Nice to see you're paying such close attention considering your low opinion of us. We were going to do this more regularly (the graph was done at the beginning of December but we were a month late posting it, so made it a year-end report). I think this is useful information for people to know about, and we will do it again (probably in 3-4 months).

Quote:
Personally I'd be worried about that high apparent response to drama and the very low average re-visit rate, all the more so when you realise how much further below 1.2 pages that average must be when you take into account the core of users who check the site a dozen or more times a day.Things are however a little more complex as the flip side of a very strong SEO strategy is a proportionally lower re-visit rate because by definition your suceeding in attracting a lot of people via search results who would have no prior interest in the general positions of the project. So success in that area will inevitably dilute the retention rate but it may still be the case that new people are being retained.

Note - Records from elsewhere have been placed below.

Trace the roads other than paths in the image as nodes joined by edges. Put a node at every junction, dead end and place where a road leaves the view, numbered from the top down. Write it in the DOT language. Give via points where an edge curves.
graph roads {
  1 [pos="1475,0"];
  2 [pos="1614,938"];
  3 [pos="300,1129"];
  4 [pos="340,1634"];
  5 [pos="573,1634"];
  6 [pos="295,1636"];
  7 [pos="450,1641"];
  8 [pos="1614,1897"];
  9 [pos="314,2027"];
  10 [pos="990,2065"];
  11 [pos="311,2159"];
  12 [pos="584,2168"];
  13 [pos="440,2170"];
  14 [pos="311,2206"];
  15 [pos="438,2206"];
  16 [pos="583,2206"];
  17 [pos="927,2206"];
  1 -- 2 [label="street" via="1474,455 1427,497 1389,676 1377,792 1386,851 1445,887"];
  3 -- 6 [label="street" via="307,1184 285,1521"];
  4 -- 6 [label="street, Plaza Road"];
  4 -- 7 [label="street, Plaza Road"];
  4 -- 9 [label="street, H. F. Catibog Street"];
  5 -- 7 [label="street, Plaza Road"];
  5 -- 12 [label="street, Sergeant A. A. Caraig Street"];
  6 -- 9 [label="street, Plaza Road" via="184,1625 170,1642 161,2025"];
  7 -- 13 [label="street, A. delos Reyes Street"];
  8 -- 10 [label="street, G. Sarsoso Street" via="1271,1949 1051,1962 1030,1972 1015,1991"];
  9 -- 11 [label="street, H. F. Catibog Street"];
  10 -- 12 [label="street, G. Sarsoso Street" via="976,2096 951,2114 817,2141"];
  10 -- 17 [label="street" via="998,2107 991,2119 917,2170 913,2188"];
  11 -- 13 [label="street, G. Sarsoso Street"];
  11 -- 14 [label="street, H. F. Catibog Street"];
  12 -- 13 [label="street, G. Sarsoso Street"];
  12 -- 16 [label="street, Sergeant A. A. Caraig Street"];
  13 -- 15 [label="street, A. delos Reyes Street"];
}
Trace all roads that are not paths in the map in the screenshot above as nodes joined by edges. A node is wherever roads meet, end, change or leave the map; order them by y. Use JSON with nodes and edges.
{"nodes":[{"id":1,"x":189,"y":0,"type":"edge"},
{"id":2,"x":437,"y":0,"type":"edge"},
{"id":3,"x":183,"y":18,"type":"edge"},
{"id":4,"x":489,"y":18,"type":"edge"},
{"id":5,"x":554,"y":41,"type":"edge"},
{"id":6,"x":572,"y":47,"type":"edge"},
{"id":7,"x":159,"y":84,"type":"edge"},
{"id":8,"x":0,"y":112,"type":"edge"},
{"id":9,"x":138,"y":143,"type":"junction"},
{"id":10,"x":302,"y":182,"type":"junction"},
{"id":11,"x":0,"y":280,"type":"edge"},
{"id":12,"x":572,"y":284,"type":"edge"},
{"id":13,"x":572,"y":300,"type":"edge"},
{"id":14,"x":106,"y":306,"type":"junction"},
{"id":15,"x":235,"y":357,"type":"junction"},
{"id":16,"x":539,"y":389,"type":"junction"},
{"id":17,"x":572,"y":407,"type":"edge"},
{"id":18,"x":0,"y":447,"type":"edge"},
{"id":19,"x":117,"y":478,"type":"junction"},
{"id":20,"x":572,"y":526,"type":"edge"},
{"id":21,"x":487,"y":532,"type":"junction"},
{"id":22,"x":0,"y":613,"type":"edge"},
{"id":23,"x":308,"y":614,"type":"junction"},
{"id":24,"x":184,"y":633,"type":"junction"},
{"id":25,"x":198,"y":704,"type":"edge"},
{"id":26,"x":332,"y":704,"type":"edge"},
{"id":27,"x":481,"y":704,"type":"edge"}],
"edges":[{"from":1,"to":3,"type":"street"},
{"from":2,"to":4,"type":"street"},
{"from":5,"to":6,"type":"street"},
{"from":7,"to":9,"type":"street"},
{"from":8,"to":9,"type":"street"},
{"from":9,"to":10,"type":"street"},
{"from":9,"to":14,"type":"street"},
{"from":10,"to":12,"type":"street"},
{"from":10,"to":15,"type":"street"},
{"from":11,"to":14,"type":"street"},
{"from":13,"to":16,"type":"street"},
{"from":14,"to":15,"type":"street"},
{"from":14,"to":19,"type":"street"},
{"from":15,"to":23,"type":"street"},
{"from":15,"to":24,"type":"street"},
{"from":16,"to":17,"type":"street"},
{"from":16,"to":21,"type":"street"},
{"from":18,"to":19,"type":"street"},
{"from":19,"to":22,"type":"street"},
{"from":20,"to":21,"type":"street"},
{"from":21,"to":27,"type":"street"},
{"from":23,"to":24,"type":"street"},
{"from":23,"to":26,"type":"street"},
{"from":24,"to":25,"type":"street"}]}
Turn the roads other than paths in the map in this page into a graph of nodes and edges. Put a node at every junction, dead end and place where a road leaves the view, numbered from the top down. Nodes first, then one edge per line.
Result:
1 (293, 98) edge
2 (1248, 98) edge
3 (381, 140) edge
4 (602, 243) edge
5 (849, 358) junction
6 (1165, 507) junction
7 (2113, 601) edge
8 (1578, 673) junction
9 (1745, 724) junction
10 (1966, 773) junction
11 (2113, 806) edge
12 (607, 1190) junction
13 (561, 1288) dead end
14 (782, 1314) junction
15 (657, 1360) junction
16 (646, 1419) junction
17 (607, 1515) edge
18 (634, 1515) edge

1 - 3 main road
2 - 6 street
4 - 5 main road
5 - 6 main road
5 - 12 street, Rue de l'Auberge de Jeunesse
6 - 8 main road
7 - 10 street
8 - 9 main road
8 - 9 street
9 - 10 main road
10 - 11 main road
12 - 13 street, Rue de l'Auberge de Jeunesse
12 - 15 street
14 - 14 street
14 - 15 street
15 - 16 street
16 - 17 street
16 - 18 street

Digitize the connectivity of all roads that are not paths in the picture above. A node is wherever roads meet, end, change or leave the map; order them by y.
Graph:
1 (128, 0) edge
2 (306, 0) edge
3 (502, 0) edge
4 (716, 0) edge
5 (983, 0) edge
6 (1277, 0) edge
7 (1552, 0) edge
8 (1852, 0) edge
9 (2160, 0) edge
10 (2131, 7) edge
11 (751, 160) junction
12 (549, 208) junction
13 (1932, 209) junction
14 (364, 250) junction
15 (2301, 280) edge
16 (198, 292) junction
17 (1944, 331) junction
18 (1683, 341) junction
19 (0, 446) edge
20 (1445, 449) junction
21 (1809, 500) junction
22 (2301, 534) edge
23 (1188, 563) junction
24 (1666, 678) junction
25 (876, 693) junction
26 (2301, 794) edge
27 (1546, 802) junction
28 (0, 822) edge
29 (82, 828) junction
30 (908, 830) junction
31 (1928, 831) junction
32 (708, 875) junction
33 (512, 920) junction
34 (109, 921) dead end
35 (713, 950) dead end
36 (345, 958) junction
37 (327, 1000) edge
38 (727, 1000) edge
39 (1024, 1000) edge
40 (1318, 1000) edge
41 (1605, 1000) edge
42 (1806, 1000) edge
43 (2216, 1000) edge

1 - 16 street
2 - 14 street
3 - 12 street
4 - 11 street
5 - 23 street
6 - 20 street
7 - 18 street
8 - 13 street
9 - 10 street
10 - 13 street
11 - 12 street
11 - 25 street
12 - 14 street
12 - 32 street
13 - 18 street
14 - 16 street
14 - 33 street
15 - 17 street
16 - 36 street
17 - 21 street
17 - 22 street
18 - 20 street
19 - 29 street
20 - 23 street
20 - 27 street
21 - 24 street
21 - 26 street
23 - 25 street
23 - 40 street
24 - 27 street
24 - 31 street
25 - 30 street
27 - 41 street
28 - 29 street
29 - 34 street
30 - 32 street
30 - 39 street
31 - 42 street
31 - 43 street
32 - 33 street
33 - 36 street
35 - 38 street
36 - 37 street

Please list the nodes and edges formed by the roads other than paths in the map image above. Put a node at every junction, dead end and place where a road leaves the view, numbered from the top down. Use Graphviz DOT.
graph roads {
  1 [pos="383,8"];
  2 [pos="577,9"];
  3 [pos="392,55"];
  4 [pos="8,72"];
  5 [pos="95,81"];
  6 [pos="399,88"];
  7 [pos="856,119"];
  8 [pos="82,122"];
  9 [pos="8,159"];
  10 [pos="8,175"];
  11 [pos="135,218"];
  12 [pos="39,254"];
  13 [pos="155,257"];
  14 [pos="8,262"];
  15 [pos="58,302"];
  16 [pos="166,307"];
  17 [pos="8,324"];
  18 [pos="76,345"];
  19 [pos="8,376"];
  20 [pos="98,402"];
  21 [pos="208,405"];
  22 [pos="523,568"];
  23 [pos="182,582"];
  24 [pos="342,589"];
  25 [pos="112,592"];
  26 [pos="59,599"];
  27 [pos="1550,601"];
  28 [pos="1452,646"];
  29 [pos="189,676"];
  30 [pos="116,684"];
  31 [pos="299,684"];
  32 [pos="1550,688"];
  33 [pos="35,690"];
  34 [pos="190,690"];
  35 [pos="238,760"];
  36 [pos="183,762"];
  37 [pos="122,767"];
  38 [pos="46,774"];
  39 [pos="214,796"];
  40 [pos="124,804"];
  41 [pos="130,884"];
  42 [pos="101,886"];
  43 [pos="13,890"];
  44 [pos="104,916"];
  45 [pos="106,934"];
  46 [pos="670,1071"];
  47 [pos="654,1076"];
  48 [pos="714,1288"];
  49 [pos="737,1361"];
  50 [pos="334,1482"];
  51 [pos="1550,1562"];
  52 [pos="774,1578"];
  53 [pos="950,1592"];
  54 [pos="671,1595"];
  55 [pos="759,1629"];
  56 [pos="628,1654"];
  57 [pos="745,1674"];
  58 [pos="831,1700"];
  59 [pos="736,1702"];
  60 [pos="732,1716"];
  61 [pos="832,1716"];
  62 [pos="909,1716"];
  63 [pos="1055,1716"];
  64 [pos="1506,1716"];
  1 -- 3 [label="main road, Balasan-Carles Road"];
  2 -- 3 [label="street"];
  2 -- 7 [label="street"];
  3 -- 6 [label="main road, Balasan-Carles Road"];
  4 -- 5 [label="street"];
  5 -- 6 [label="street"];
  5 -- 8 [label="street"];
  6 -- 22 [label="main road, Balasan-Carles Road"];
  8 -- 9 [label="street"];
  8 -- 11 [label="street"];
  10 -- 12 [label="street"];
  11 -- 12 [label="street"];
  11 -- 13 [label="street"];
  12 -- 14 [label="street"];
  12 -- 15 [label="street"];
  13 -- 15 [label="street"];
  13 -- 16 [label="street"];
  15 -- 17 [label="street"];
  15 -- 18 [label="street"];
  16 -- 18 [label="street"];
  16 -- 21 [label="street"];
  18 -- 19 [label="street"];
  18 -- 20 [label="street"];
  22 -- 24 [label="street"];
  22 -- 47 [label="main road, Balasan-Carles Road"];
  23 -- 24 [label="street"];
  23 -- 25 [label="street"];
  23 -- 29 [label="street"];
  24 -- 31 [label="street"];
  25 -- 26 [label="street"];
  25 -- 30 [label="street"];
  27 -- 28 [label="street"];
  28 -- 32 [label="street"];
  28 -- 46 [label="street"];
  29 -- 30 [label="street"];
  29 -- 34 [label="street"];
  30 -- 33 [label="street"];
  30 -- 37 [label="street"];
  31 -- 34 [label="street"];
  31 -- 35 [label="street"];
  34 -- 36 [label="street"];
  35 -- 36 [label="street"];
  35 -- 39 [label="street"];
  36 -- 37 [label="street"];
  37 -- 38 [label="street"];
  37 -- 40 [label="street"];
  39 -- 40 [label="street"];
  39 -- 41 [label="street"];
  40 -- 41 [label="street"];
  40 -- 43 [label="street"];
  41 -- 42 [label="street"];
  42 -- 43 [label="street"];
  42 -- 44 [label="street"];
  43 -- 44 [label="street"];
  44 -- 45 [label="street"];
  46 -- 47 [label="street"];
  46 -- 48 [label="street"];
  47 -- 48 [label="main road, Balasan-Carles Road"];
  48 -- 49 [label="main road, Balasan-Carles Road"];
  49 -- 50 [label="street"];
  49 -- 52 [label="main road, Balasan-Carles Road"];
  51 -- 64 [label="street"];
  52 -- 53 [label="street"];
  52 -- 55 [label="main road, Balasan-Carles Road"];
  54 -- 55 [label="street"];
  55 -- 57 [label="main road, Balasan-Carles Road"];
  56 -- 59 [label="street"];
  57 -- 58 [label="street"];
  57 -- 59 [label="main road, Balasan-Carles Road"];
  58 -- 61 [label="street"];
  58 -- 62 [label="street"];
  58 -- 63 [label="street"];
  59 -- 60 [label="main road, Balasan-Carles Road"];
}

Yep I'd agree with that, especially the high response to drama (although that's also true for big strikes as well - we get a few thousand visitors due to rail/post strikes, and of course got many more than that during the CPE, but stupid anarchist stuff does more than normal strikes and less than the CPE, make of that what you will). Overall it seems like we retain people reasonably well - on average over 100 people signing up for an account each month is relatively healthy I think, and we've had almost as many forum posts this year as we did in total for every previous year combined (and in general, the quality of the forum discussions has improved, if you compare it to a year or three ago).

3 January, 2008 - 16:41

Maybe a new poll should be "How did you first hear about libcom?".

Also, I reckon an admin is going to reply to this saying "we did that two years ago", but I'm going to post it all the same.